In der nächsten Woche geht es gegen die SG Grossenwieden/Rhoden, wo endlich wieder Punkte eingefahren werden sollen. Aktuell liegen Anspruch und Wirklichkeit meilenweit auseinander. Personell sollte der RSV gut aufgestellt sein, so dass man mit breiter Brust zum Auswärtsspiel fahren kann. Vor allem die verletzten Spieler kehren langsam in das Training zurück, so dass man wieder mehr und mehr Alternativen hat. Dieses hat den RSV in den vergangenen Wochen schon Probleme bereitet.

Aufstellung:

Fricke, Gabriel, Betke, Götzel(Schulz), Hilker, Gelhaus, Müther(Seidler), Köller, Hoffmann, Sensu, Reese

Frühes 0:2 bricht dem RSV das Genick

Wieder einmal hatte der RSV mit großer Personalsorge zu kämpfen, neben den Verletzten und Kegelbrüdern, gab es zudem noch kurzfristige Absagen. Wenn man alle fehlenden Spieler zusammen nimmt fehlten insgesamt 12. Somit waren es eben wieder nur elf Spieler, die sich auf den langen Weg nach Einbeckhausen machten. Die Stimmung war dementsprechend…
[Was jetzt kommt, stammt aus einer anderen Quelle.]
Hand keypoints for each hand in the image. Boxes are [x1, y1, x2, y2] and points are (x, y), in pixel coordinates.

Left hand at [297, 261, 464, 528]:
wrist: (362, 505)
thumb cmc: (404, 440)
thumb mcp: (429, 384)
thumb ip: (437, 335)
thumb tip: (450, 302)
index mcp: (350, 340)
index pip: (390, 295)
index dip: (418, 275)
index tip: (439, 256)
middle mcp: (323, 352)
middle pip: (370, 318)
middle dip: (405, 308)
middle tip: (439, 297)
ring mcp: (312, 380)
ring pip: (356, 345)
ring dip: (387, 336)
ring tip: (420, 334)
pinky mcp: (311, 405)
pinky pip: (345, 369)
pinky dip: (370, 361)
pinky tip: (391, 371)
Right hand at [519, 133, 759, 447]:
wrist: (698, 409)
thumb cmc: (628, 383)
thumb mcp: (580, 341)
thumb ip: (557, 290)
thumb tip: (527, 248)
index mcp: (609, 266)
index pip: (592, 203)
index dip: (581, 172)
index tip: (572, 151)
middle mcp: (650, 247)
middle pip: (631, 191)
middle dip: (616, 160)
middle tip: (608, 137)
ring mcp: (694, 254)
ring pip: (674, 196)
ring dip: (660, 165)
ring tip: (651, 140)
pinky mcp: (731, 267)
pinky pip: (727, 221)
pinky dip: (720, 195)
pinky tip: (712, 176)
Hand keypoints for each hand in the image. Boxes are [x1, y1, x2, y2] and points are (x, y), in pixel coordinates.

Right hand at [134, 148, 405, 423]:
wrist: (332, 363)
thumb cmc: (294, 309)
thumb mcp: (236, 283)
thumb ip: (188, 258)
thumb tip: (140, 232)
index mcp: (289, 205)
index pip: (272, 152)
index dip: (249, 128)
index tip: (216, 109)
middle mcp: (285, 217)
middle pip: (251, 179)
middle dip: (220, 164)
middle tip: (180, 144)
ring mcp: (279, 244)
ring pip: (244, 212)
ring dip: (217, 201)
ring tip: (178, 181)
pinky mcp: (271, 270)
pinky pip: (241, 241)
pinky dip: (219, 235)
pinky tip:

Nach einer kurzen Aufwärmphase war der RSV in den ersten 5 Minuten buchstäblich im Tiefschlaf und Einbeckhhausen konnte dieses effektiv nutzen, 2 Chancen, 2 Tore… Die Spieler des RSV wussten gar nicht wie ihnen geschah, der Schock über diesen Start war in den Gesichtern von allen sichtbar. Vor allem wie einfach der RSV den Gegner agieren ließ, war unglaublich.. Einbeckhausen glaubte nun an einen sicheren Sieg und an einen lockeren Abend, doch der RSV konnte nach 10 Minuten den Tiefschlaf lösen und die Spieler rüttelten sich gegenseitig wach und motivierten einander. Der VFB Einbeckhausen kam von da an kaum noch zum Spielaufbau. Sturmtank Sensu war der erste der ein Lebenzeichen sendete, leider ging, sein sehenswerter Schuß aus 18 Metern, ans Lattenkreuz. Danach war der Gegner völlig von der Rolle und wurde nur durch lange Bälle auf den Sturm gefährlich. Es wurde hier kurzerhand umgestellt, L. Müther ins Mittelfeld beordert und „Uns Raven Hilker“ in die Abwehr beordert. Dieser brilliante Schachzug brachte Entlastung auf dem Flügel und mehr Sicherheit im Zentrum. Nach einem Eckball von Hilker war es wieder Sensu, der völlig frei zum Kopfball kam, leider ging der Ball wieder nur knapp am Tor vorbei. Der RSV war nun voll im Spiel, konnte weitere Chancen durch Sensu, Götzel und Hilker allerdings nicht nutzen. Der VFB kam nur noch durch wenige Einzelaktionen vors Barntruper Tor, welche allerdings nichts zählbares brachten. So ging es mit 0:2 in die Halbzeit.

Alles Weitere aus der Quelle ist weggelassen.